Theory of Educational Technology

Preface: For the benefit of the reader, I will assume that eLearning and mLearning are interchangeable. I could hypothesis that mLearning, when it becomes a constant, will be annexed into the eLearning umbrella, rather than the opposite happening.

Small is small. There is no getting around that. Even 20 Fingers had an issue with things that are small. Yet, that is what we use every day. Mobile devices (for the case of this paper, are those that can be tucked easily into the front pocket of a pair of pants) usually sprout screen sizes of 3.5 to 4.5 inches. Within these inches are the pixels to which our eyes are glued to. It is of no surprise then, that educational institutions and educators have been (and are) active in looking at ways to incorporate these devices/smart phones/personal digital assistants into the learning process. Integration like this is not easy. The end user (student) and content developer (instructor) are forced to circumnavigate options surrounding various platforms/operating systems, input methods, screen resolution and application support.  The BYOD day might just better off be a BYOB day, as the IT department struggles to accommodate the swath of hardware and software used on various devices by a range of experienced users.

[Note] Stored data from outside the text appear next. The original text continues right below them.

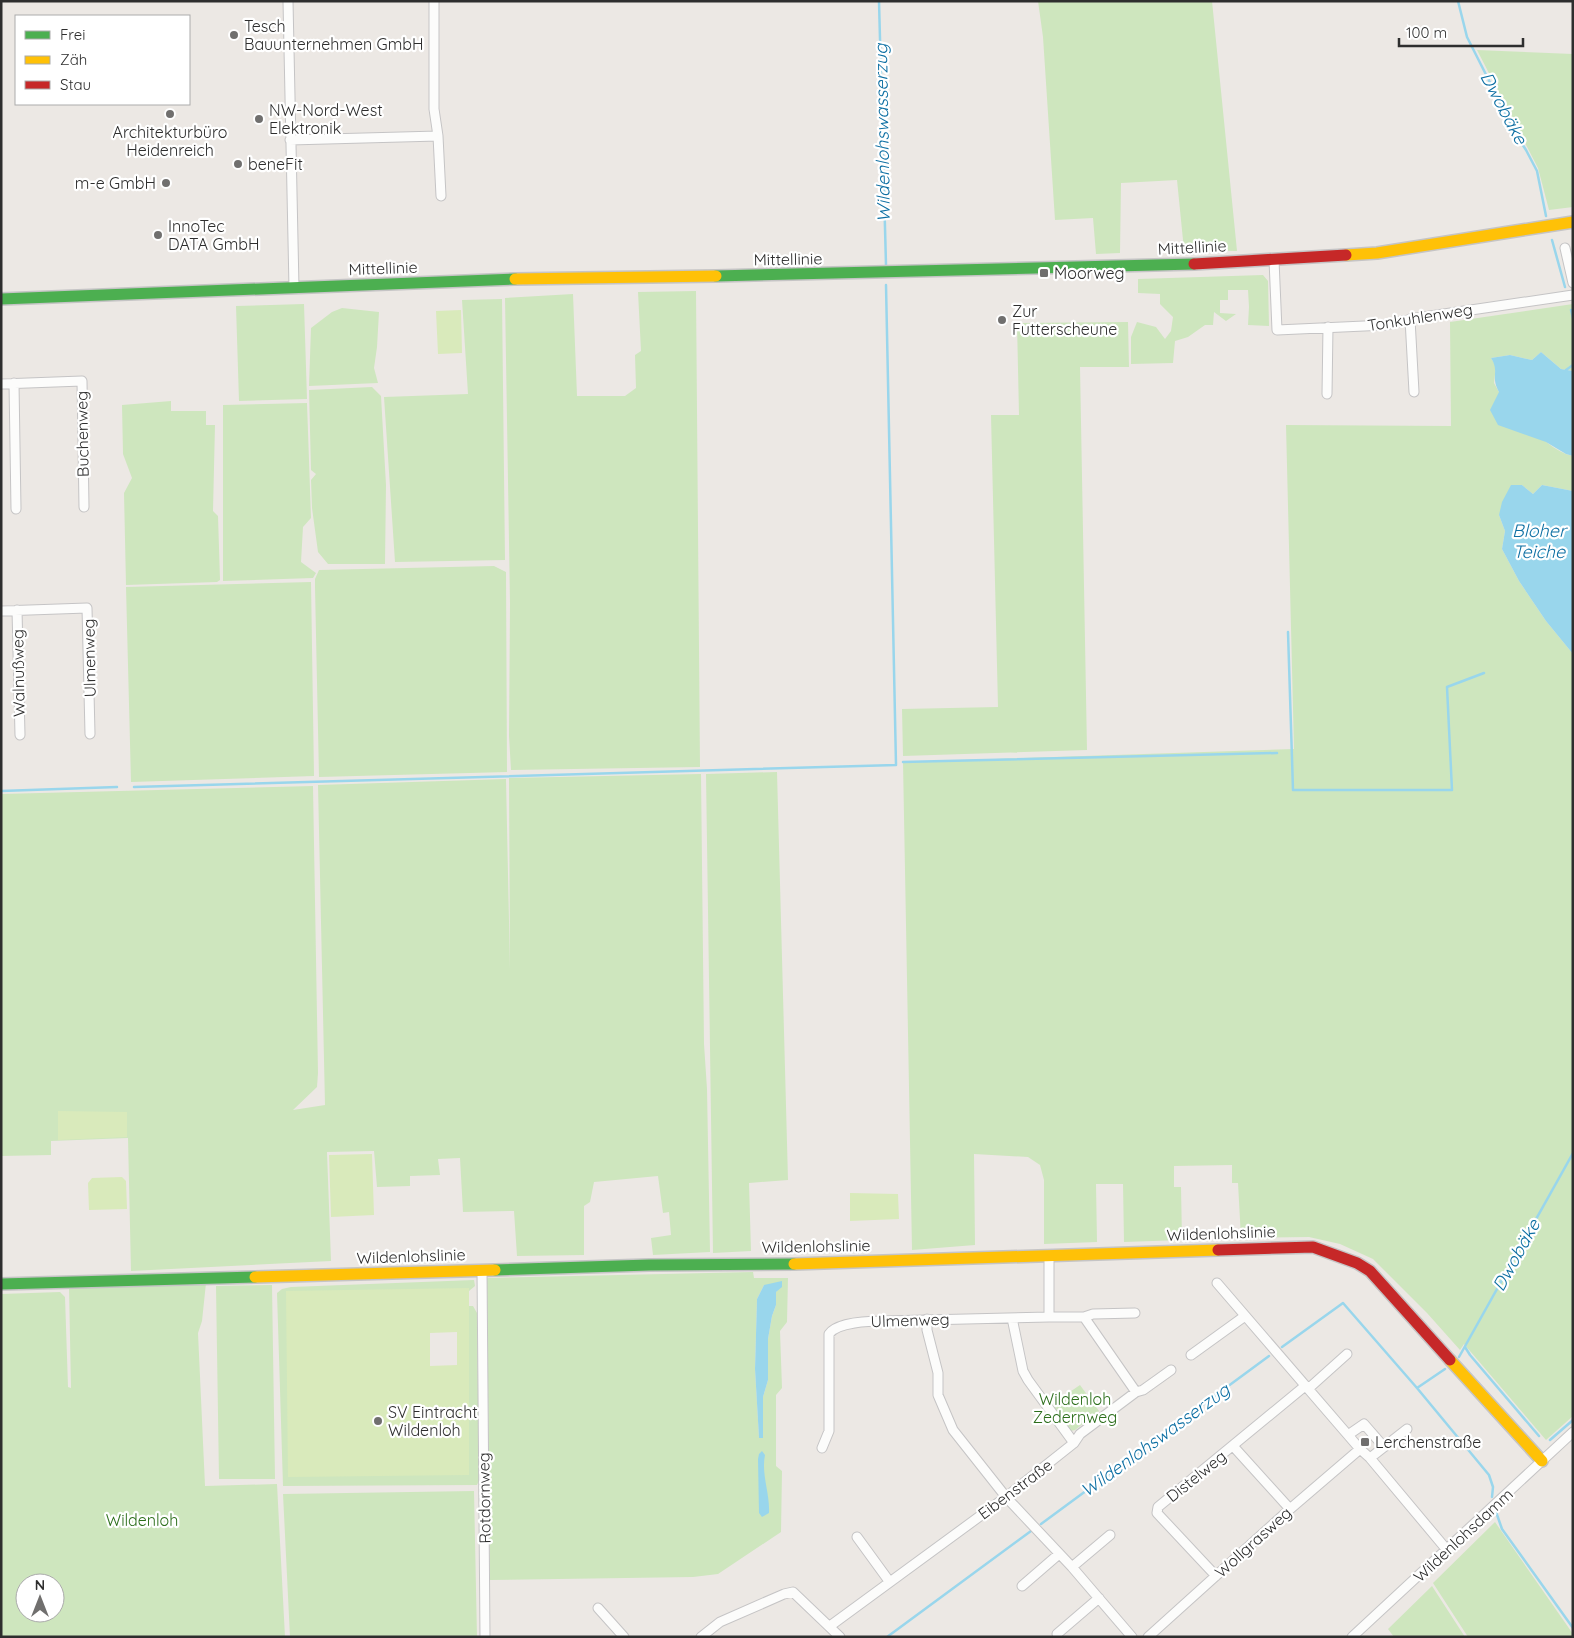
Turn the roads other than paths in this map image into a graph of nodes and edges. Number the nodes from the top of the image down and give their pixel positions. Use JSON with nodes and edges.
{"nodes":[{"id":1,"x":288,"y":1,"type":"edge"},
{"id":2,"x":434,"y":1,"type":"edge"},
{"id":3,"x":438,"y":136,"type":"junction"},
{"id":4,"x":290,"y":140,"type":"junction"},
{"id":5,"x":441,"y":196,"type":"dead end"},
{"id":6,"x":1573,"y":222,"type":"edge"},
{"id":7,"x":1565,"y":248,"type":"dead end"},
{"id":8,"x":1274,"y":260,"type":"junction"},
{"id":9,"x":1573,"y":283,"type":"edge"},
{"id":10,"x":294,"y":288,"type":"junction"},
{"id":11,"x":1573,"y":295,"type":"edge"},
{"id":12,"x":1,"y":299,"type":"edge"},
{"id":13,"x":1410,"y":318,"type":"junction"},
{"id":14,"x":1328,"y":327,"type":"junction"},
{"id":15,"x":14,"y":383,"type":"junction"},
{"id":16,"x":1,"y":384,"type":"edge"},
{"id":17,"x":1414,"y":392,"type":"dead end"},
{"id":18,"x":1327,"y":394,"type":"dead end"},
{"id":19,"x":84,"y":508,"type":"dead end"},
{"id":20,"x":16,"y":509,"type":"dead end"},
{"id":21,"x":17,"y":610,"type":"junction"},
{"id":22,"x":1,"y":611,"type":"edge"},
{"id":23,"x":90,"y":734,"type":"dead end"},
{"id":24,"x":20,"y":735,"type":"dead end"},
{"id":25,"x":1049,"y":1256,"type":"junction"},
{"id":26,"x":482,"y":1270,"type":"junction"},
{"id":27,"x":1217,"y":1283,"type":"dead end"},
{"id":28,"x":1,"y":1284,"type":"edge"},
{"id":29,"x":1135,"y":1313,"type":"dead end"},
{"id":30,"x":1245,"y":1316,"type":"junction"},
{"id":31,"x":1049,"y":1317,"type":"junction"},
{"id":32,"x":1084,"y":1317,"type":"junction"},
{"id":33,"x":1012,"y":1318,"type":"junction"},
{"id":34,"x":927,"y":1319,"type":"junction"},
{"id":35,"x":1347,"y":1354,"type":"dead end"},
{"id":36,"x":1191,"y":1355,"type":"dead end"},
{"id":37,"x":1171,"y":1370,"type":"dead end"},
{"id":38,"x":1306,"y":1388,"type":"junction"},
{"id":39,"x":1136,"y":1392,"type":"junction"},
{"id":40,"x":1407,"y":1429,"type":"dead end"},
{"id":41,"x":1573,"y":1432,"type":"edge"},
{"id":42,"x":1348,"y":1435,"type":"junction"},
{"id":43,"x":1074,"y":1443,"type":"junction"},
{"id":44,"x":1233,"y":1446,"type":"junction"},
{"id":45,"x":1384,"y":1447,"type":"junction"},
{"id":46,"x":822,"y":1448,"type":"dead end"},
{"id":47,"x":1360,"y":1449,"type":"junction"},
{"id":48,"x":1370,"y":1458,"type":"junction"},
{"id":49,"x":1542,"y":1461,"type":"junction"},
{"id":50,"x":1006,"y":1497,"type":"junction"},
{"id":51,"x":1290,"y":1509,"type":"junction"},
{"id":52,"x":1110,"y":1535,"type":"dead end"},
{"id":53,"x":857,"y":1537,"type":"dead end"},
{"id":54,"x":1446,"y":1550,"type":"junction"},
{"id":55,"x":1059,"y":1554,"type":"junction"},
{"id":56,"x":1072,"y":1567,"type":"junction"},
{"id":57,"x":1216,"y":1576,"type":"junction"},
{"id":58,"x":889,"y":1581,"type":"junction"},
{"id":59,"x":1022,"y":1586,"type":"dead end"},
{"id":60,"x":1098,"y":1598,"type":"junction"},
{"id":61,"x":598,"y":1608,"type":"dead end"},
{"id":62,"x":830,"y":1626,"type":"junction"},
{"id":63,"x":1057,"y":1634,"type":"dead end"},
{"id":64,"x":485,"y":1637,"type":"edge"},
{"id":65,"x":624,"y":1637,"type":"edge"},
{"id":66,"x":701,"y":1637,"type":"edge"},
{"id":67,"x":840,"y":1637,"type":"edge"},
{"id":68,"x":1132,"y":1637,"type":"edge"},
{"id":69,"x":1148,"y":1637,"type":"edge"},
{"id":70,"x":1352,"y":1637,"type":"edge"}],
"edges":[{"from":1,"to":4,"type":"street"},
{"from":2,"to":3,"type":"street"},
{"from":3,"to":4,"type":"street"},
{"from":3,"to":5,"type":"street"},
{"from":4,"to":10,"type":"street"},
{"from":6,"to":8,"type":"street","name":"Mittellinie"},
{"from":7,"to":9,"type":"street"},
{"from":8,"to":10,"type":"street","name":"Mittellinie"},
{"from":8,"to":14,"type":"street","name":"Tonkuhlenweg"},
{"from":10,"to":12,"type":"street","name":"Mittellinie"},
{"from":11,"to":13,"type":"street","name":"Tonkuhlenweg"},
{"from":13,"to":14,"type":"street","name":"Tonkuhlenweg"},
{"from":13,"to":17,"type":"street"},
{"from":14,"to":18,"type":"street"},
{"from":15,"to":16,"type":"street","name":"Buchenweg"},
{"from":15,"to":19,"type":"street","name":"Buchenweg"},
{"from":15,"to":20,"type":"street"},
{"from":21,"to":22,"type":"street","name":"Ulmenweg"},
{"from":21,"to":23,"type":"street","name":"Ulmenweg"},
{"from":21,"to":24,"type":"street","name":"Walnußweg"},
{"from":25,"to":26,"type":"street","name":"Wildenlohslinie"},
{"from":25,"to":31,"type":"street"},
{"from":25,"to":49,"type":"street","name":"Wildenlohslinie"},
{"from":26,"to":28,"type":"street","name":"Wildenlohslinie"},
{"from":26,"to":64,"type":"street","name":"Rotdornweg"},
{"from":27,"to":30,"type":"street"},
{"from":29,"to":32,"type":"street"},
{"from":30,"to":36,"type":"street"},
{"from":30,"to":38,"type":"street"},
{"from":31,"to":32,"type":"street"},
{"from":31,"to":33,"type":"street","name":"Ulmenweg"},
{"from":32,"to":39,"type":"street"},
{"from":33,"to":34,"type":"street","name":"Ulmenweg"},
{"from":33,"to":43,"type":"street"},
{"from":34,"to":46,"type":"street","name":"Ulmenweg"},
{"from":34,"to":50,"type":"street"},
{"from":35,"to":38,"type":"street"},
{"from":37,"to":39,"type":"street","name":"Eibenstraße"},
{"from":38,"to":42,"type":"street"},
{"from":38,"to":44,"type":"street","name":"Distelweg"},
{"from":39,"to":43,"type":"street","name":"Eibenstraße"},
{"from":40,"to":45,"type":"street"},
{"from":41,"to":49,"type":"street","name":"Wildenlohsdamm"},
{"from":42,"to":45,"type":"street"},
{"from":42,"to":47,"type":"street"},
{"from":43,"to":50,"type":"street","name":"Eibenstraße"},
{"from":44,"to":51,"type":"street"},
{"from":44,"to":57,"type":"street","name":"Distelweg"},
{"from":45,"to":48,"type":"street"},
{"from":47,"to":48,"type":"street"},
{"from":47,"to":51,"type":"street","name":"Wollgrasweg"},
{"from":48,"to":54,"type":"street"},
{"from":49,"to":54,"type":"street","name":"Wildenlohsdamm"},
{"from":50,"to":55,"type":"street"},
{"from":50,"to":58,"type":"street","name":"Eibenstraße"},
{"from":51,"to":57,"type":"street","name":"Wollgrasweg"},
{"from":52,"to":56,"type":"street"},
{"from":53,"to":58,"type":"street"},
{"from":54,"to":70,"type":"street","name":"Wildenlohsdamm"},
{"from":55,"to":56,"type":"street"},
{"from":55,"to":59,"type":"street"},
{"from":56,"to":60,"type":"street"},
{"from":57,"to":69,"type":"street","name":"Wollgrasweg"},
{"from":58,"to":62,"type":"street","name":"Eibenstraße"},
{"from":60,"to":63,"type":"street"},
{"from":60,"to":68,"type":"street"},
{"from":61,"to":65,"type":"street"},
{"from":62,"to":66,"type":"street"},
{"from":62,"to":67,"type":"street"}]}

Accepting Truths about eLearning and Mobile Devices

Genius doesn’t work on an assembly line basis.  You can’t simply say, “Today I will be brilliant.”
               — Kirk, “The Ultimate Computer”, stardate 4731.3

Today, most students and educators should understand some of the limitations that mobile devices present. It has little to do with the device itself, but more with how the user interacts with his/her device. Both student and educator should recognize that they are using a tool. This tool cannot make a student smarter, but it can allow them to access information more efficiently. The screen, the medium of delivery itself, becomes the most important part of this tool. For most devices, it acts as the display, the navigation and the input. Given its average size, the screen is both a blessing and a curse. On the positive, it is easily transportable. It generally provides a day’s worth of interaction. It is vibrant (but not always sun friendly).  To all these perks, it still suffers from real estate issues. Content has to be appropriately developed for these devices in terms of both what the user will be seeing and how long they will want to interact with it. Educators are forced to push content that is simplified in both media and the length of text. From my own experience, constant scrolling on the touch screen leads to, “where is the end of this?” Applications, or apps, that are geared to educational content distribution, seem to be a fix for the previously web based delivery methods of Learning/Course/Content Management Systems. Ironically, these apps do not solve the problem. Taking what would be on the web and making it mobile friendly does little for the end user – back to the issue of size and scrolling pages. The real push for eLearning through mobile devices is to take advantage of what students use them most for, texting or communicating. When the U.S. National Endowment for the Arts (2007) discovered that only 7-10 minutes a day is spent on voluntary reading by those ages 17-24 years old and that same age group sends and receives on average 3500 texts a month, you get a picture of what eLearning content developers should be moving toward. Community and cooperative learning, from my perspective, would be the perfect match for eLearning through mobile device.

Summary

While eLearning through mobile devices is not ubiquitous, or transparently implemented, it is a medium that holds much potential. Educational content developers not only have to understand the limitations of a 3.5 inch device, they must also demonstrate forward thinking in realizing that the nature of reading and communicating is changing in light of these devices.